Der Bio-Markt in Deutschland wächst weiter dynamisch. Im Jahr 2025 erreichte der Umsatz mit Bio-Lebensmitteln erstmals ein Rekordniveau von über 18 Milliarden Euro. Damit setzt sich der langfristige Trend fort: Verbraucherinnen und Verbraucher legen zunehmend Wert auf nachhaltige, umweltfreundliche und tiergerechte Produktion sowie auf transparente Lieferketten.

Trotz dieser positiven Entwicklung steht die Branche jedoch vor einer großen Herausforderung. Die heimische Produktion kann mit der steigenden Nachfrage nicht Schritt halten. Viele landwirtschaftliche Betriebe zögern weiterhin bei der Umstellung auf ökologische Bewirtschaftung – unter anderem aufgrund hoher Umstellungskosten, bürokratischer Anforderungen und wirtschaftlicher Unsicherheiten.

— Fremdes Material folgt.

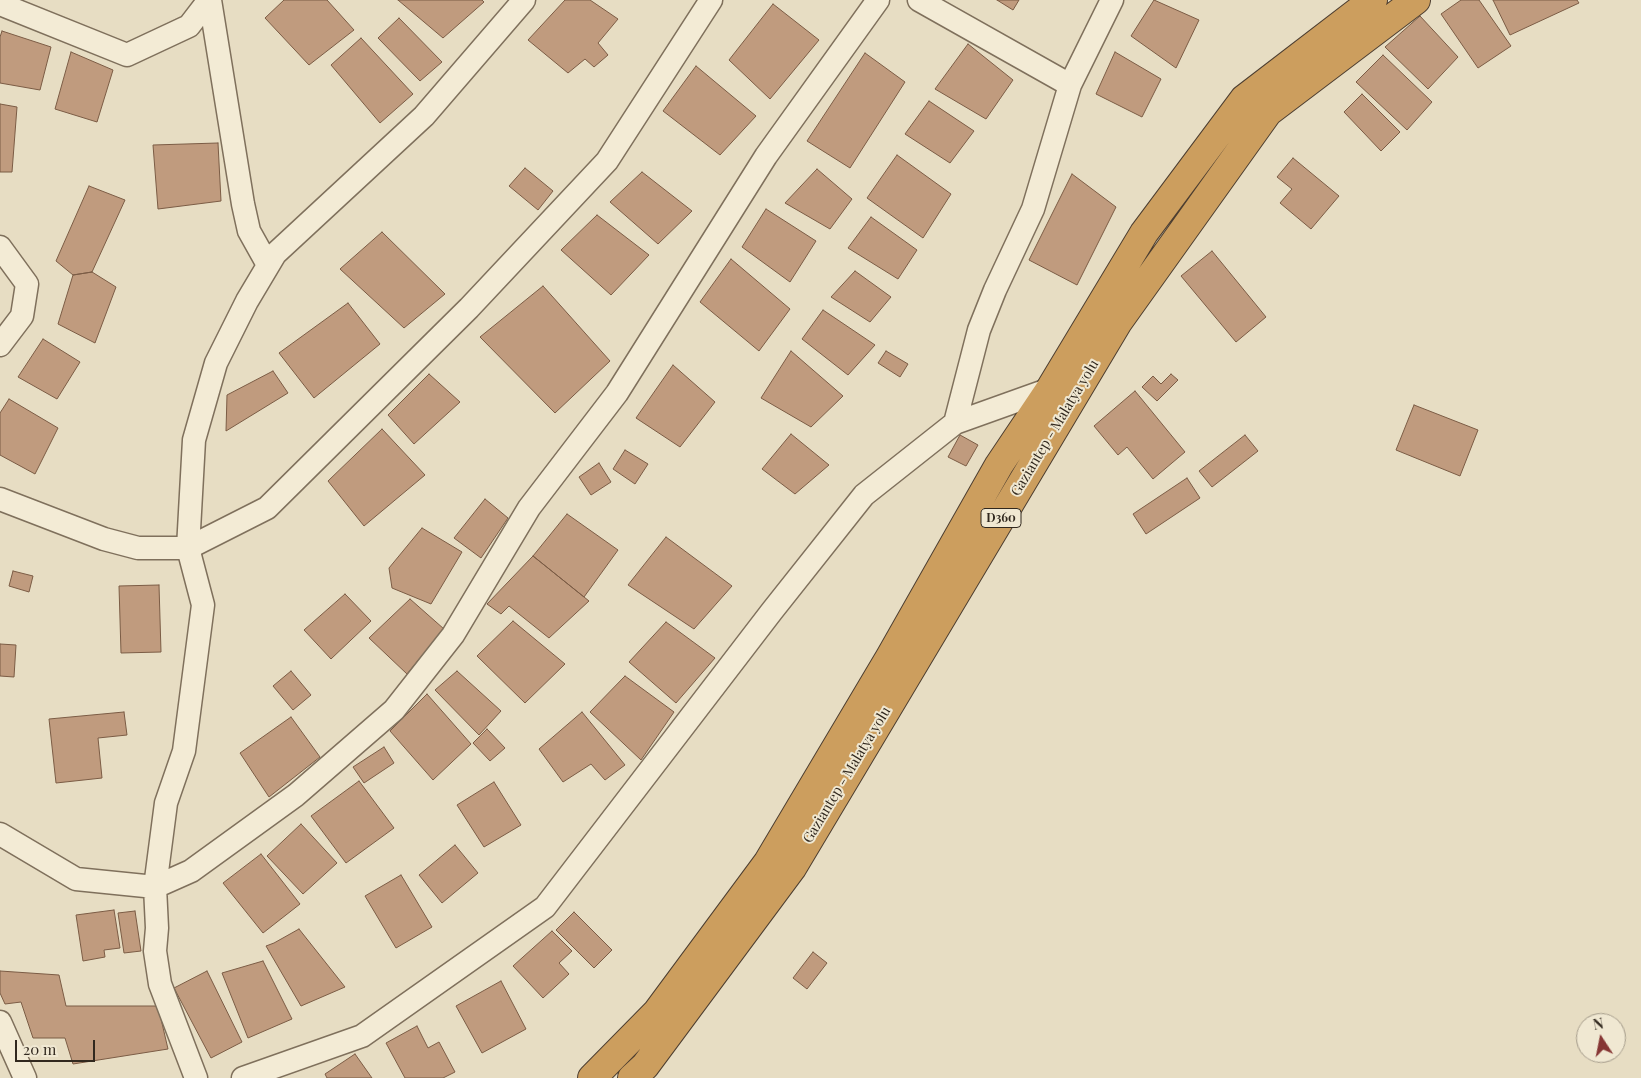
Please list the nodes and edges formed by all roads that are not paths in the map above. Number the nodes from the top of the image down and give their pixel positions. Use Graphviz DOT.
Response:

Die Folge: Ein wachsender Anteil der Bio-Produkte wird importiert. Das betrifft insbesondere Obst, Gemüse und Futtermittel. Dadurch entstehen längere Transportwege, was dem Nachhaltigkeitsgedanken teilweise widerspricht und die Abhängigkeit von internationalen Märkten erhöht.

Um die Versorgung langfristig zu sichern, fordern Branchenvertreter bessere Förderbedingungen, Planungssicherheit für Landwirte sowie stärkere Investitionen in regionale Wertschöpfungsketten. Nur wenn Angebot und Nachfrage stärker in Einklang gebracht werden, kann der Bio-Markt sein Potenzial vollständig ausschöpfen.

Fest steht: Der Bio-Trend ist kein kurzfristiges Phänomen, sondern Ausdruck eines grundlegenden Wandels im Konsumverhalten. Jetzt gilt es, die strukturellen Voraussetzungen zu schaffen, damit auch die heimische Landwirtschaft nachhaltig vom Boom profitieren kann.